Records provided:
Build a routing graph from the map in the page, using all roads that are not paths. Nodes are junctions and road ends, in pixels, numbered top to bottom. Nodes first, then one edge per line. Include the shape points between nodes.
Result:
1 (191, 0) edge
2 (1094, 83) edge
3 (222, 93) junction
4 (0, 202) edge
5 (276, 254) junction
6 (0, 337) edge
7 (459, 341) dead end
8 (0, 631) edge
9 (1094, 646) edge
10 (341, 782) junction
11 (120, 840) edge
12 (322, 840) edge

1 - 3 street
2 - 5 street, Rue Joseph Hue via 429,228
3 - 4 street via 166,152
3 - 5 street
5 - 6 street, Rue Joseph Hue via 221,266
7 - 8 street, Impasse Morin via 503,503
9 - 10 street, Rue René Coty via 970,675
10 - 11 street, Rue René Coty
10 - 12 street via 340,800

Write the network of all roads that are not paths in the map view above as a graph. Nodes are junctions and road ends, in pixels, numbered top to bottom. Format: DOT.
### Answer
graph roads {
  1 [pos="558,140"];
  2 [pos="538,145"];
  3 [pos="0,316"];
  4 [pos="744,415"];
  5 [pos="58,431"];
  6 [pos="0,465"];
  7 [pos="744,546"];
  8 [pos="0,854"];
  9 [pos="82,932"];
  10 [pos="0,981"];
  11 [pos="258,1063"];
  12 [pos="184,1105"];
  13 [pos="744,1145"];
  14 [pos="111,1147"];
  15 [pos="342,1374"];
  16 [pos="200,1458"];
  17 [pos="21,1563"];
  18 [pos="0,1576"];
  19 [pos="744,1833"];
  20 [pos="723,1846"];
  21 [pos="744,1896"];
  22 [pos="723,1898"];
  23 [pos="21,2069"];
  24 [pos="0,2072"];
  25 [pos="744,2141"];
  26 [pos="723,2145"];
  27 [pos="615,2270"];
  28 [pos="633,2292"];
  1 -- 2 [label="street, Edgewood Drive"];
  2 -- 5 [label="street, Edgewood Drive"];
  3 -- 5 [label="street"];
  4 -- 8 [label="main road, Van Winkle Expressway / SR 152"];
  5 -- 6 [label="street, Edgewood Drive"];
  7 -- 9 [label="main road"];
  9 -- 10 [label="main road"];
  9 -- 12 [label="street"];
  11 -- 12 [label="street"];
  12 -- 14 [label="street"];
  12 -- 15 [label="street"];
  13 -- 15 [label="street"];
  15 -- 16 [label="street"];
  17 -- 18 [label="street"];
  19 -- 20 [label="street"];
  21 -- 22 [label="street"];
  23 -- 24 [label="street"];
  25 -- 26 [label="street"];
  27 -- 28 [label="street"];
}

Activity: Please reproduce the listing exactly, keeping every line as it is.

Solution for this task:
Build a routing graph from the map in the page, using all roads that are not paths. Nodes are junctions and road ends, in pixels, numbered top to bottom. Nodes first, then one edge per line. Include the shape points between nodes.
Result:
1 (191, 0) edge
2 (1094, 83) edge
3 (222, 93) junction
4 (0, 202) edge
5 (276, 254) junction
6 (0, 337) edge
7 (459, 341) dead end
8 (0, 631) edge
9 (1094, 646) edge
10 (341, 782) junction
11 (120, 840) edge
12 (322, 840) edge

1 - 3 street
2 - 5 street, Rue Joseph Hue via 429,228
3 - 4 street via 166,152
3 - 5 street
5 - 6 street, Rue Joseph Hue via 221,266
7 - 8 street, Impasse Morin via 503,503
9 - 10 street, Rue René Coty via 970,675
10 - 11 street, Rue René Coty
10 - 12 street via 340,800

Write the network of all roads that are not paths in the map view above as a graph. Nodes are junctions and road ends, in pixels, numbered top to bottom. Format: DOT.
### Answer
graph roads {
  1 [pos="558,140"];
  2 [pos="538,145"];
  3 [pos="0,316"];
  4 [pos="744,415"];
  5 [pos="58,431"];
  6 [pos="0,465"];
  7 [pos="744,546"];
  8 [pos="0,854"];
  9 [pos="82,932"];
  10 [pos="0,981"];
  11 [pos="258,1063"];
  12 [pos="184,1105"];
  13 [pos="744,1145"];
  14 [pos="111,1147"];
  15 [pos="342,1374"];
  16 [pos="200,1458"];
  17 [pos="21,1563"];
  18 [pos="0,1576"];
  19 [pos="744,1833"];
  20 [pos="723,1846"];
  21 [pos="744,1896"];
  22 [pos="723,1898"];
  23 [pos="21,2069"];
  24 [pos="0,2072"];
  25 [pos="744,2141"];
  26 [pos="723,2145"];
  27 [pos="615,2270"];
  28 [pos="633,2292"];
  1 -- 2 [label="street, Edgewood Drive"];
  2 -- 5 [label="street, Edgewood Drive"];
  3 -- 5 [label="street"];
  4 -- 8 [label="main road, Van Winkle Expressway / SR 152"];
  5 -- 6 [label="street, Edgewood Drive"];
  7 -- 9 [label="main road"];
  9 -- 10 [label="main road"];
  9 -- 12 [label="street"];
  11 -- 12 [label="street"];
  12 -- 14 [label="street"];
  12 -- 15 [label="street"];
  13 -- 15 [label="street"];
  15 -- 16 [label="street"];
  17 -- 18 [label="street"];
  19 -- 20 [label="street"];
  21 -- 22 [label="street"];
  23 -- 24 [label="street"];
  25 -- 26 [label="street"];
  27 -- 28 [label="street"];
}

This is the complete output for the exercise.